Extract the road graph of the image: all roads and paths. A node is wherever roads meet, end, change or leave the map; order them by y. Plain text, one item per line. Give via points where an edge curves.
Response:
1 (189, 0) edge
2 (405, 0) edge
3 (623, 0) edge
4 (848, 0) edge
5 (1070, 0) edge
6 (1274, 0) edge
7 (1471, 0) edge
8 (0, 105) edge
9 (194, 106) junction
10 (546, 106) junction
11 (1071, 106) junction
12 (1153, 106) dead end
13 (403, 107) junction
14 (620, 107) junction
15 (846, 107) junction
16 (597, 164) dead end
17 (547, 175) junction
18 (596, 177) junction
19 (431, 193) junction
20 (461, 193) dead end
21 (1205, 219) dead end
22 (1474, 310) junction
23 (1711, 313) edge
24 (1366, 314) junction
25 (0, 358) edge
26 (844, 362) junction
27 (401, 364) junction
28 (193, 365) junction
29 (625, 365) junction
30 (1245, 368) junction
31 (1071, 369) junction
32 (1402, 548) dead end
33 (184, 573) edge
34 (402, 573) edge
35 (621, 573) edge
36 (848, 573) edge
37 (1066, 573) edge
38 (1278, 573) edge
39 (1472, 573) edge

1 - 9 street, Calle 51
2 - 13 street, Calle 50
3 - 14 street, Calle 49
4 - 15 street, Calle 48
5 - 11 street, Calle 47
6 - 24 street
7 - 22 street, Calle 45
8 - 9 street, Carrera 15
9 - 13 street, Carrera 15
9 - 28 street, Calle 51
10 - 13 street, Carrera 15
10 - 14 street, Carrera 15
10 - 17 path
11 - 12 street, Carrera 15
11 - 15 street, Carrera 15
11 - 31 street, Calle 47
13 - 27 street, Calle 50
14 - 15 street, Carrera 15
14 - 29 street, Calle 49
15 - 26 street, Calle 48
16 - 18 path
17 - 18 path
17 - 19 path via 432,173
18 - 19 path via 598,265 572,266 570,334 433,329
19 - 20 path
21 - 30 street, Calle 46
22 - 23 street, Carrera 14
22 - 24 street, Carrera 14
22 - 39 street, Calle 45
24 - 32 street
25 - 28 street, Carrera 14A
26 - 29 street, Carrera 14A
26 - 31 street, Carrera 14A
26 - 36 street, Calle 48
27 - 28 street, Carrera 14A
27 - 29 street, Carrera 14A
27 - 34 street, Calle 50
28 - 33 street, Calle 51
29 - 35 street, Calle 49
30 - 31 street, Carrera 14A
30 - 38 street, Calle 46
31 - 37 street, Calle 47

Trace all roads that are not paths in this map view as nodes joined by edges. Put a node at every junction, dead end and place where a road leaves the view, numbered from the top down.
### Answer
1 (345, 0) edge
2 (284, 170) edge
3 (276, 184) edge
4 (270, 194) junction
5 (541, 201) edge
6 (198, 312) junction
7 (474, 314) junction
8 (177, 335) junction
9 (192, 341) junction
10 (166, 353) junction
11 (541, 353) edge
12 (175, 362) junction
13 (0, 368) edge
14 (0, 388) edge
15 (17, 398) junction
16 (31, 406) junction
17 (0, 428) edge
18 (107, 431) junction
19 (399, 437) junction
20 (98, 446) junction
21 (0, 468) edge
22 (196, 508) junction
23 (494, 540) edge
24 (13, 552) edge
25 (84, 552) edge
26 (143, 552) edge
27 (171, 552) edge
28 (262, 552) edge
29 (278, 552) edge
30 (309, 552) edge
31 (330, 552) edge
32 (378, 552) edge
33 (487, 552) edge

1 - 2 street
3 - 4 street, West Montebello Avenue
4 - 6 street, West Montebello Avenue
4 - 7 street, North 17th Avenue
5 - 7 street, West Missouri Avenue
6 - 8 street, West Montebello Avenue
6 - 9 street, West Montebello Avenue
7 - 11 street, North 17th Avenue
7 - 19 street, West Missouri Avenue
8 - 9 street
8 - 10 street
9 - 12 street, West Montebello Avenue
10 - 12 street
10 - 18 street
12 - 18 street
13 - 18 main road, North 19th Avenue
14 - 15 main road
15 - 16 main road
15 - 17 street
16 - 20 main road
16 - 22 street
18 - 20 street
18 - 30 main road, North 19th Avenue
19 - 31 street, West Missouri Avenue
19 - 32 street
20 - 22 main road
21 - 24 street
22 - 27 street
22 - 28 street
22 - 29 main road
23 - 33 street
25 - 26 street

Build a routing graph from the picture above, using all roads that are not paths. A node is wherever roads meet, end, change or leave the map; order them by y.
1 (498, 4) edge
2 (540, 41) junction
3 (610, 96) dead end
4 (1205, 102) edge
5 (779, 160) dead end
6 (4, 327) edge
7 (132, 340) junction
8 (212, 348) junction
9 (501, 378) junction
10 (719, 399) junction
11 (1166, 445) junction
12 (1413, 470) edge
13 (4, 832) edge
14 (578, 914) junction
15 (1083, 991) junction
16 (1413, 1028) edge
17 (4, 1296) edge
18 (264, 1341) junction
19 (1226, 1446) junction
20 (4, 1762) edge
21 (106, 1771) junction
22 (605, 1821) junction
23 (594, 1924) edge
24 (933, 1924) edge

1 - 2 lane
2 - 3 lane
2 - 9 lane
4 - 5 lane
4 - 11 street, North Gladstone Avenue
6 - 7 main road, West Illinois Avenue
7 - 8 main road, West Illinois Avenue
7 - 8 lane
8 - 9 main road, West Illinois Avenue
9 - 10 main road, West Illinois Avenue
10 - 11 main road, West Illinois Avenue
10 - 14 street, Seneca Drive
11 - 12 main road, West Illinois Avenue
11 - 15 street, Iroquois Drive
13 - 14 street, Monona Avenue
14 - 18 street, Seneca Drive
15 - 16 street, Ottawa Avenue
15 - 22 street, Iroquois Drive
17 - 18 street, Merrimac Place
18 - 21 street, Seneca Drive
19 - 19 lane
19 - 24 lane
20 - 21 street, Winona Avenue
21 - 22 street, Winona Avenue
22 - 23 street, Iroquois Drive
* * *
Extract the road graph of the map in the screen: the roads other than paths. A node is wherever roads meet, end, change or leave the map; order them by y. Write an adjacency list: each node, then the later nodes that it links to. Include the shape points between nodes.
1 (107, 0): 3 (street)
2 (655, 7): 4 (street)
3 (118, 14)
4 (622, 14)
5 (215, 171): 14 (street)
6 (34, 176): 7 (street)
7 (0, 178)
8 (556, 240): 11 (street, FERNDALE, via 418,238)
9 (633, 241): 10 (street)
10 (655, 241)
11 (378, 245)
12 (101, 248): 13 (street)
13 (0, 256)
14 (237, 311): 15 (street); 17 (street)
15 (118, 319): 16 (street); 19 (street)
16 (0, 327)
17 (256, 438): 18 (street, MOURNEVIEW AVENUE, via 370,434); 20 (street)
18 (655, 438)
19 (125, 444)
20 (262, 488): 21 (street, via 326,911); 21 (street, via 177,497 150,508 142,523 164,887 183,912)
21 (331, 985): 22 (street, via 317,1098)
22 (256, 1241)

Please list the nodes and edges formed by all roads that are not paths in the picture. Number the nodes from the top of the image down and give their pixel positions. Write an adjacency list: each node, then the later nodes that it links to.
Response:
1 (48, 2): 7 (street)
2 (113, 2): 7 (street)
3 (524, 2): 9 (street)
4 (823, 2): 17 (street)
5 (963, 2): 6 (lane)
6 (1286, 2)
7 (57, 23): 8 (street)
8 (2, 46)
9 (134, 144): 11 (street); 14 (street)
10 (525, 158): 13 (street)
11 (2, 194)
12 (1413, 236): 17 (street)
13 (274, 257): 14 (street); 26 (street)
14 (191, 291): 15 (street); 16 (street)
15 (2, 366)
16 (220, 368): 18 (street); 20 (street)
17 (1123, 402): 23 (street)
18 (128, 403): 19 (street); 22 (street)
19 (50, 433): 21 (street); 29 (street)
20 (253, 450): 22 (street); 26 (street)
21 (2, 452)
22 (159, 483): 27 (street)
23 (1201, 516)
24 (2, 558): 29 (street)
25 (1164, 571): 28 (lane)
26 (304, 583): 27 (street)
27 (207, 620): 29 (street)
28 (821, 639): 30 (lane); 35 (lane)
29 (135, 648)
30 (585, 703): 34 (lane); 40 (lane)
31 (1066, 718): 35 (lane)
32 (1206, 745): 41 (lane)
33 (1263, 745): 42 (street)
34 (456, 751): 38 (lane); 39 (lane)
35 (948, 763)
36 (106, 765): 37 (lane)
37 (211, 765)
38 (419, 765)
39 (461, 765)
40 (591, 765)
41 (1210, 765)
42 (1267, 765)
==
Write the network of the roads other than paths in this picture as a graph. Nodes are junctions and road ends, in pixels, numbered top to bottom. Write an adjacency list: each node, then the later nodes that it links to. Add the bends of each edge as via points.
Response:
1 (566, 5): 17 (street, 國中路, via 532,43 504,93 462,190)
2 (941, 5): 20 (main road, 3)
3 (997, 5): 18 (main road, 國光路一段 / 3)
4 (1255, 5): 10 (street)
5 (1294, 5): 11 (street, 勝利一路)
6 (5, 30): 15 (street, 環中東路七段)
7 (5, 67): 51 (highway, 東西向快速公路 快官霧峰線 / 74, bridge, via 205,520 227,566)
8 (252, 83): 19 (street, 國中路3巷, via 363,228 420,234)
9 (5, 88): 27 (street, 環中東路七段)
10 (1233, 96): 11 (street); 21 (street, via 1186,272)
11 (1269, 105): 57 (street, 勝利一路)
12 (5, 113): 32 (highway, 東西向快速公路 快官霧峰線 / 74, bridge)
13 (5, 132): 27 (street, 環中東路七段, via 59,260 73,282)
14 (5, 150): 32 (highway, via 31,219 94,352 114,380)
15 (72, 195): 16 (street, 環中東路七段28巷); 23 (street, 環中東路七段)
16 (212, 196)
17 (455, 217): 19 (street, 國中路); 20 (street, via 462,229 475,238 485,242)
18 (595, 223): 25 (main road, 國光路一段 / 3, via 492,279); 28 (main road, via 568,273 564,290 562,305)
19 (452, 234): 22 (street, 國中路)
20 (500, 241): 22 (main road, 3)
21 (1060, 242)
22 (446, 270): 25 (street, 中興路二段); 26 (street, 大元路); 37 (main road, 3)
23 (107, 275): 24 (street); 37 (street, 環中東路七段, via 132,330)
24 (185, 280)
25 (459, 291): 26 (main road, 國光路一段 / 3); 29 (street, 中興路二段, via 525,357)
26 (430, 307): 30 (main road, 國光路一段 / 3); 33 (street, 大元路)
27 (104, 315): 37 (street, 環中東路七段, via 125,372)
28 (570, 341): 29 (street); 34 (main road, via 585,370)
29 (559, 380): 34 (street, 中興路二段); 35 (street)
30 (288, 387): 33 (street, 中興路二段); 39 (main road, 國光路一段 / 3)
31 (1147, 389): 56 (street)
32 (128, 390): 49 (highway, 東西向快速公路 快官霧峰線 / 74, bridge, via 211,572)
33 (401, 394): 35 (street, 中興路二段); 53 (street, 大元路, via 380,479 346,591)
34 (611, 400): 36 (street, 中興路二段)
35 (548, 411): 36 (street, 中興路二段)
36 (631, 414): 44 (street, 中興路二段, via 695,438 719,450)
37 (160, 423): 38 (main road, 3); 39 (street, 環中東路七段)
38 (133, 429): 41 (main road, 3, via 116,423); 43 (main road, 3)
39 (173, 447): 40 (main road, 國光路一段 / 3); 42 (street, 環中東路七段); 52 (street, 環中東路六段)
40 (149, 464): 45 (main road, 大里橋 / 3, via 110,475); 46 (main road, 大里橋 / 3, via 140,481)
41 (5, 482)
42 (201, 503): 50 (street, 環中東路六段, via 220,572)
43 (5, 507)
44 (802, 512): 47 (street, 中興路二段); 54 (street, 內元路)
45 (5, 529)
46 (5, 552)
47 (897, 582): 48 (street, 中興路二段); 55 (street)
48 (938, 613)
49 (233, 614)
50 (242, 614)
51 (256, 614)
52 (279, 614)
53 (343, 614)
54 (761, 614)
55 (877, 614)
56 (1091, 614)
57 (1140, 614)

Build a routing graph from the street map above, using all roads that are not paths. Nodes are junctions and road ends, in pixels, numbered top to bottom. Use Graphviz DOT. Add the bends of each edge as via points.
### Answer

> Work instructions: Report each line in the data that holds the word "bends".

> Answer to this problem:
Write the network of the roads other than paths in this picture as a graph. Nodes are junctions and road ends, in pixels, numbered top to bottom. Write an adjacency list: each node, then the later nodes that it links to. Add the bends of each edge as via points.
Build a routing graph from the street map above, using all roads that are not paths. Nodes are junctions and road ends, in pixels, numbered top to bottom. Use Graphviz DOT. Add the bends of each edge as via points.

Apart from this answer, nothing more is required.